**Problem statement**
A single number is required: how many lines in the entries hold the word "Gholami".
^^^^
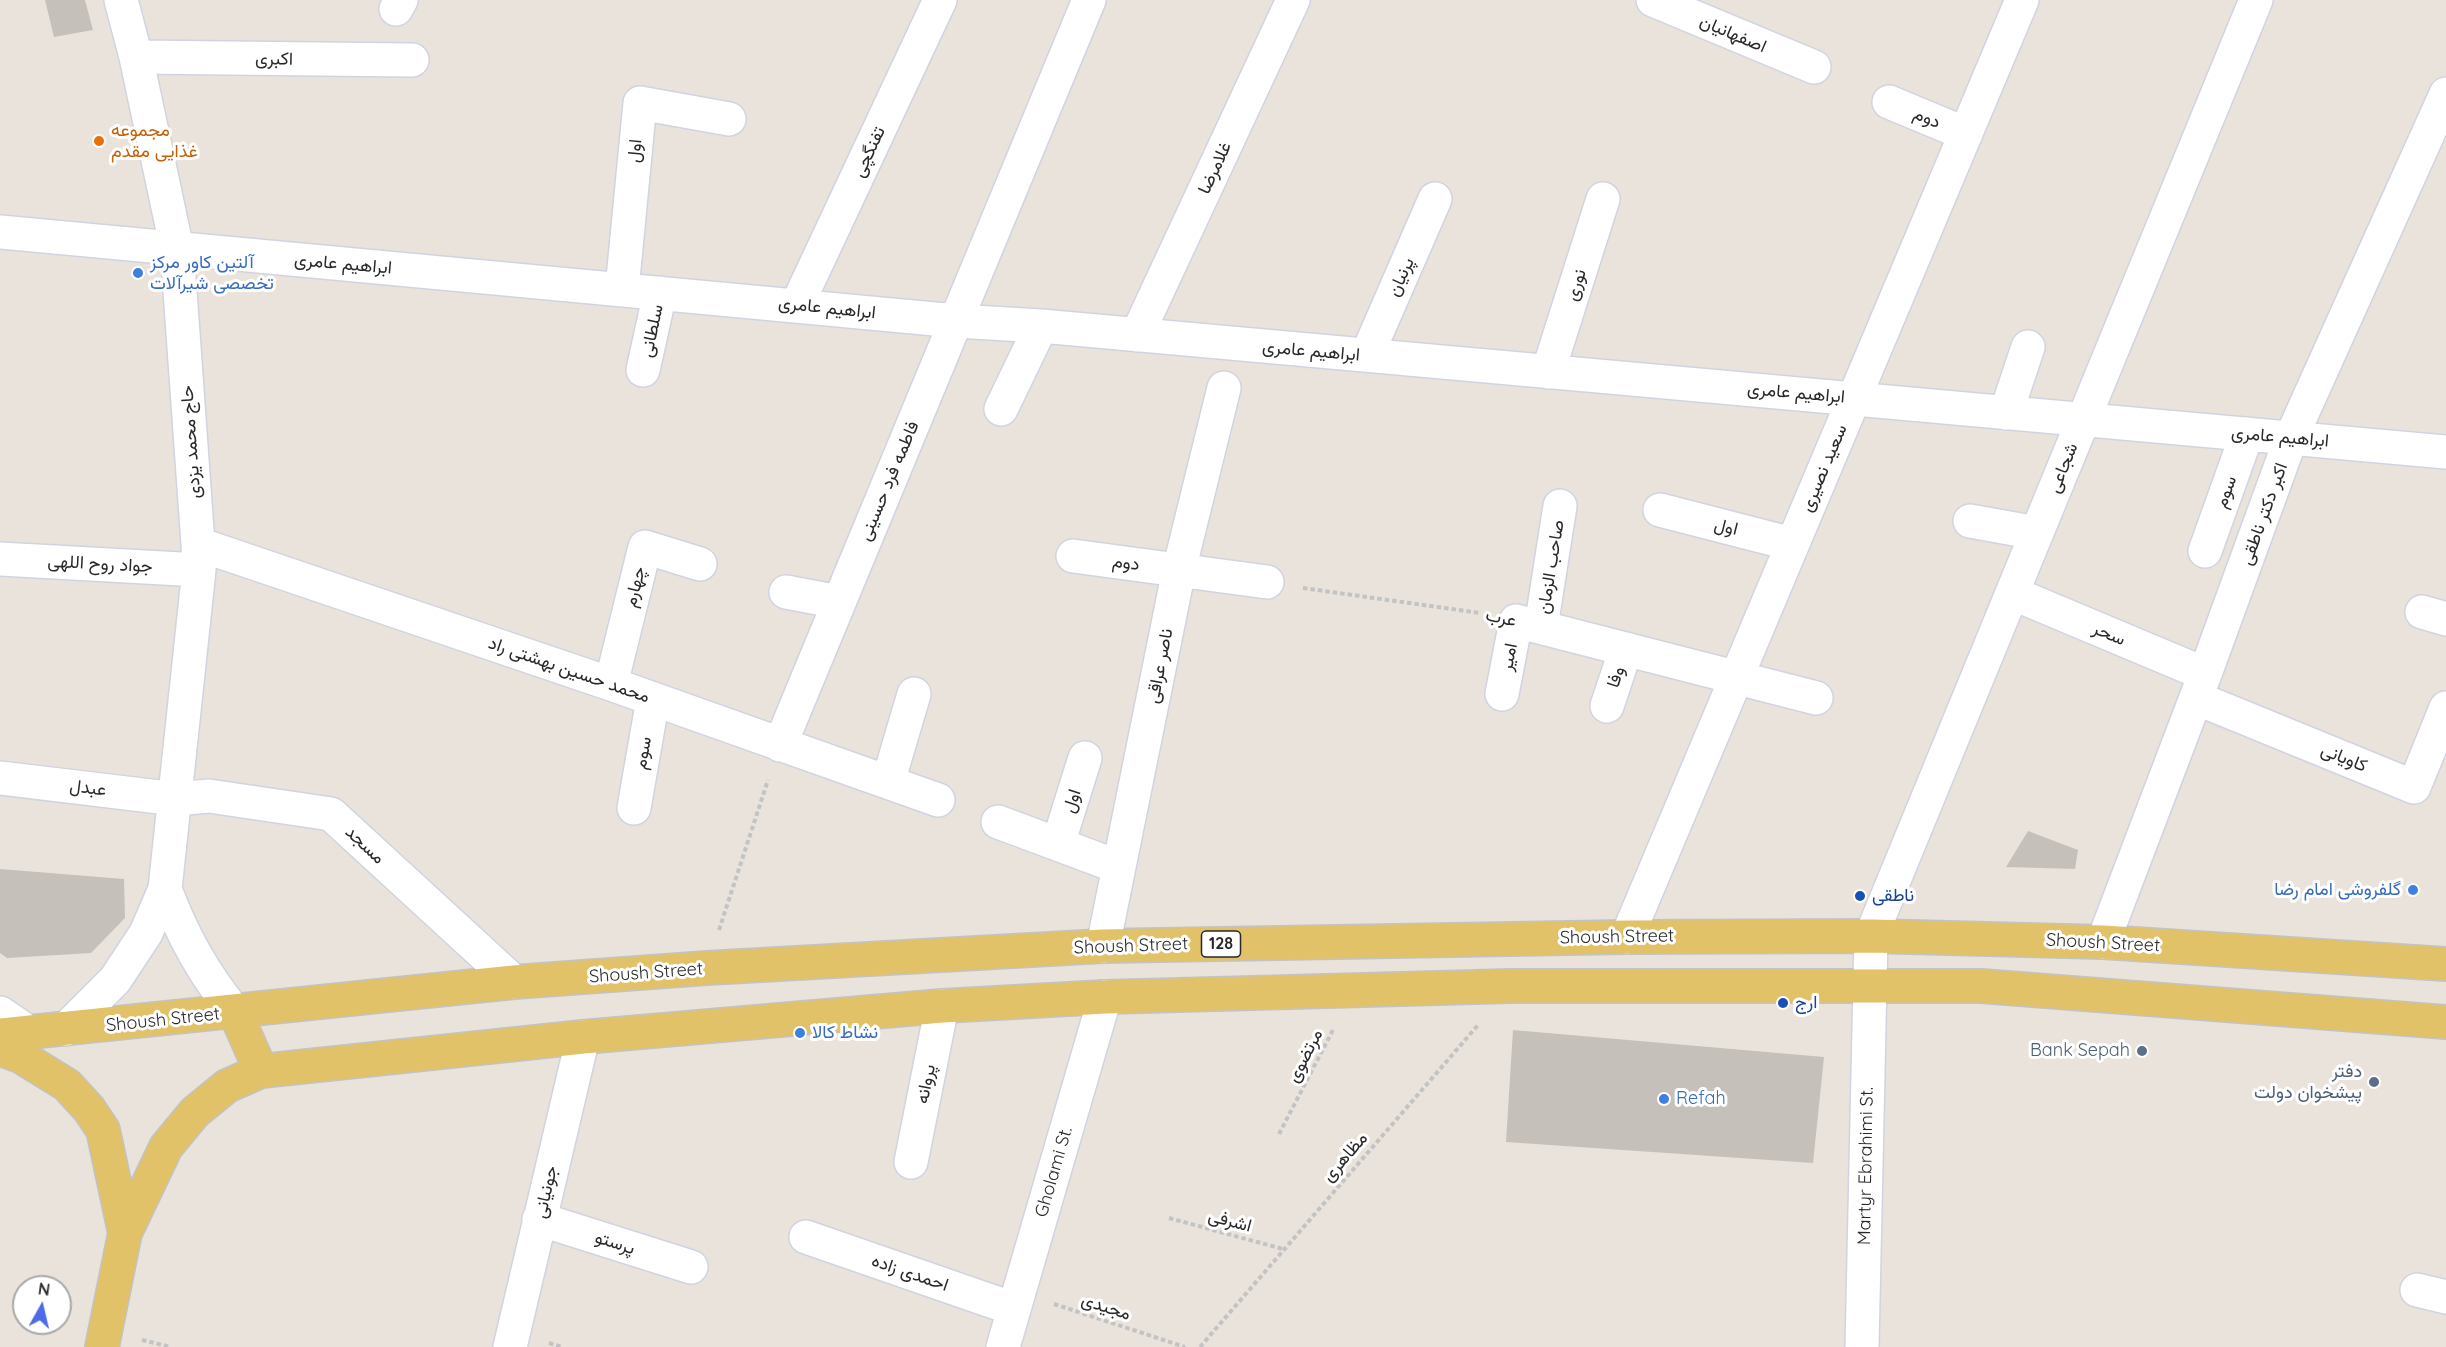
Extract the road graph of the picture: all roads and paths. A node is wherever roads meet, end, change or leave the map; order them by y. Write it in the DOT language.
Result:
graph roads {
  1 [pos="120,0"];
  2 [pos="940,0"];
  3 [pos="1089,0"];
  4 [pos="1293,0"];
  5 [pos="2022,0"];
  6 [pos="2256,0"];
  7 [pos="1656,1"];
  8 [pos="136,57"];
  9 [pos="412,60"];
  10 [pos="1814,68"];
  11 [pos="2446,94"];
  12 [pos="1889,102"];
  13 [pos="729,119"];
  14 [pos="1966,134"];
  15 [pos="1435,199"];
  16 [pos="1603,199"];
  17 [pos="0,232"];
  18 [pos="177,249"];
  19 [pos="622,289"];
  20 [pos="660,292"];
  21 [pos="797,305"];
  22 [pos="956,321"];
  23 [pos="1041,326"];
  24 [pos="1137,335"];
  25 [pos="2028,347"];
  26 [pos="1367,356"];
  27 [pos="643,370"];
  28 [pos="1548,372"];
  29 [pos="1224,388"];
  30 [pos="1854,398"];
  31 [pos="1001,410"];
  32 [pos="2006,412"];
  33 [pos="2083,420"];
  34 [pos="2247,434"];
  35 [pos="2291,438"];
  36 [pos="2446,452"];
  37 [pos="1560,506"];
  38 [pos="1660,510"];
  39 [pos="1970,520"];
  40 [pos="2037,533"];
  41 [pos="1792,544"];
  42 [pos="2205,551"];
  43 [pos="1073,556"];
  44 [pos="199,557"];
  45 [pos="0,559"];
  46 [pos="700,564"];
  47 [pos="1179,570"];
  48 [pos="1267,582"];
  49 [pos="786,592"];
  50 [pos="2012,593"];
  51 [pos="839,602"];
  52 [pos="1529,624"];
  53 [pos="1626,649"];
  54 [pos="1737,677"];
  55 [pos="610,684"];
  56 [pos="2200,686"];
  57 [pos="914,694"];
  58 [pos="1503,694"];
  59 [pos="1816,698"];
  60 [pos="653,699"];
  61 [pos="1607,706"];
  62 [pos="2446,708"];
  63 [pos="780,745"];
  64 [pos="1085,758"];
  65 [pos="0,778"];
  66 [pos="888,782"];
  67 [pos="176,799"];
  68 [pos="938,800"];
  69 [pos="634,808"];
  70 [pos="998,822"];
  71 [pos="1058,844"];
  72 [pos="1119,867"];
  73 [pos="165,889"];
  74 [pos="1871,936"];
  75 [pos="1627,937"];
  76 [pos="2103,942"];
  77 [pos="1103,946"];
  78 [pos="2446,964"];
  79 [pos="707,968"];
  80 [pos="514,982"];
  81 [pos="1512,986"];
  82 [pos="1870,986"];
  83 [pos="1354,990"];
  84 [pos="1105,997"];
  85 [pos="942,1006"];
  86 [pos="0,1012"];
  87 [pos="235,1012"];
  88 [pos="2446,1022"];
  89 [pos="66,1029"];
  90 [pos="14,1034"];
  91 [pos="583,1036"];
  92 [pos="0,1049"];
  93 [pos="261,1071"];
  94 [pos="1280,1134"];
  95 [pos="911,1162"];
  96 [pos="1169,1218"];
  97 [pos="539,1219"];
  98 [pos="125,1233"];
  99 [pos="806,1237"];
  100 [pos="1283,1249"];
  101 [pos="691,1267"];
  102 [pos="1016,1300"];
  103 [pos="102,1347"];
  104 [pos="510,1347"];
  105 [pos="1003,1347"];
  106 [pos="1185,1347"];
  107 [pos="1200,1347"];
  108 [pos="1862,1347"];
  1 -- 8 [label="street, حاج محمد یزدی"];
  2 -- 21 [label="street, تفنگچی"];
  3 -- 22 [label="street, فاطمه فرد حسینی"];
  4 -- 24 [label="street, غلامرضا"];
  5 -- 14 [label="street, سعید نصیری"];
  6 -- 33 [label="street, شجاعی"];
  7 -- 10 [label="street, اصفهانیان"];
  8 -- 9 [label="street, اکبری"];
  8 -- 18 [label="street, حاج محمد یزدی"];
  11 -- 35 [label="street, اکبر دکتر ناطقی"];
  12 -- 14 [label="street, دوم"];
  13 -- 19 [label="street, اول"];
  14 -- 30 [label="street, سعید نصیری"];
  15 -- 26 [label="street, پرنیان"];
  16 -- 28 [label="street, نوری"];
  17 -- 18 [label="street, ابراهیم عامری"];
  18 -- 19 [label="street, ابراهیم عامری"];
  18 -- 44 [label="street, حاج محمد یزدی"];
  19 -- 20 [label="street, ابراهیم عامری"];
  20 -- 21 [label="street, ابراهیم عامری"];
  20 -- 27 [label="street, سلطانی"];
  21 -- 22 [label="street, ابراهیم عامری"];
  22 -- 23 [label="street, ابراهیم عامری"];
  22 -- 51 [label="street, فاطمه فرد حسینی"];
  23 -- 24 [label="street, ابراهیم عامری"];
  23 -- 31 [label="street"];
  24 -- 26 [label="street, ابراهیم عامری"];
  25 -- 32 [label="street"];
  26 -- 28 [label="street, ابراهیم عامری"];
  28 -- 30 [label="street, ابراهیم عامری"];
  29 -- 47 [label="street, ناصر عراقی"];
  30 -- 32 [label="street, ابراهیم عامری"];
  30 -- 41 [label="street, سعید نصیری"];
  32 -- 33 [label="street, ابراهیم عامری"];
  33 -- 34 [label="street, ابراهیم عامری"];
  33 -- 40 [label="street, شجاعی"];
  34 -- 35 [label="street, ابراهیم عامری"];
  34 -- 42 [label="street, سوم"];
  35 -- 36 [label="street, ابراهیم عامری"];
  35 -- 56 [label="street, اکبر دکتر ناطقی"];
  37 -- 52 [label="street, صاحب الزمان"];
  38 -- 41 [label="street, اول"];
  39 -- 40 [label="street"];
  40 -- 50 [label="street, شجاعی"];
  41 -- 54 [label="street, سعید نصیری"];
  43 -- 47 [label="street, دوم"];
  44 -- 45 [label="street, جواد روح اللهی"];
  44 -- 55 [label="street, محمد حسین بهشتی راد"];
  44 -- 67 [label="street, حاج محمد یزدی"];
  46 -- 55 [label="street, چهارم"];
  47 -- 48 [label="street"];
  47 -- 72 [label="street, ناصر عراقی"];
  48 -- 52 [label="path, عرب"];
  49 -- 51 [label="street"];
  50 -- 56 [label="street, سحر"];
  50 -- 74 [label="street, شجاعی"];
  51 -- 63 [label="street, فاطمه فرد حسینی"];
  52 -- 53 [label="street, عرب"];
  52 -- 58 [label="street, امیر"];
  53 -- 54 [label="street, عرب"];
  53 -- 61 [label="street, وفا"];
  54 -- 59 [label="street, عرب"];
  54 -- 75 [label="street, سعید نصیری"];
  55 -- 60 [label="street, محمد حسین بهشتی راد"];
  56 -- 62 [label="street, کاویانی"];
  56 -- 76 [label="street, اکبر دکتر ناطقی"];
  57 -- 66 [label="street"];
  60 -- 63 [label="street, محمد حسین بهشتی راد"];
  60 -- 69 [label="street, سوم"];
  63 -- 66 [label="street, محمد حسین بهشتی راد"];
  63 -- 79 [label="path"];
  64 -- 71 [label="street, اول"];
  65 -- 67 [label="street, عبدل"];
  66 -- 68 [label="street, محمد حسین بهشتی راد"];
  67 -- 73 [label="street, حاج محمد یزدی"];
  67 -- 80 [label="street, مسجد"];
  70 -- 71 [label="street"];
  71 -- 72 [label="street"];
  72 -- 77 [label="street, ناصر عراقی"];
  73 -- 87 [label="street, حاج محمد یزدی"];
  73 -- 89 [label="street, حاج محمد یزدی"];
  74 -- 75 [label="main road, Shoush Street / 128"];
  74 -- 76 [label="main road, Shoush Street / 128"];
  74 -- 82 [label="street, Martyr Ebrahimi St."];
  75 -- 77 [label="main road, Shoush Street / 128"];
  76 -- 78 [label="main road, Shoush Street / 128"];
  77 -- 79 [label="main road, Shoush Street / 128"];
  79 -- 80 [label="main road, Shoush Street / 128"];
  80 -- 87 [label="main road, Shoush Street / 128"];
  81 -- 82 [label="main road"];
  81 -- 83 [label="main road"];
  81 -- 100 [label="path, مظاهری"];
  82 -- 88 [label="main road"];
  82 -- 108 [label="street, Martyr Ebrahimi St."];
  83 -- 84 [label="main road"];
  83 -- 94 [label="path, مرتضوی"];
  84 -- 85 [label="main road"];
  84 -- 102 [label="street, Gholami St."];
  85 -- 91 [label="main road"];
  85 -- 95 [label="street, پروانه"];
  86 -- 90 [label="street"];
  87 -- 89 [label="main road, Shoush Street / 128"];
  87 -- 93 [label="main road"];
  89 -- 90 [label="main road, Shoush Street / 128"];
  91 -- 93 [label="main road"];
  91 -- 97 [label="street, جونیانی"];
  92 -- 98 [label="main road"];
  93 -- 98 [label="main road"];
  96 -- 100 [label="path, اشرفی"];
  97 -- 101 [label="street, پرستو"];
  97 -- 104 [label="street, جونیانی"];
  98 -- 103 [label="main road"];
  99 -- 102 [label="street, احمدی زاده"];
  100 -- 107 [label="path, مظاهری"];
  102 -- 105 [label="street, Gholami St."];
  102 -- 106 [label="path, مجیدی"];
}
^^^^
**Answer space**
2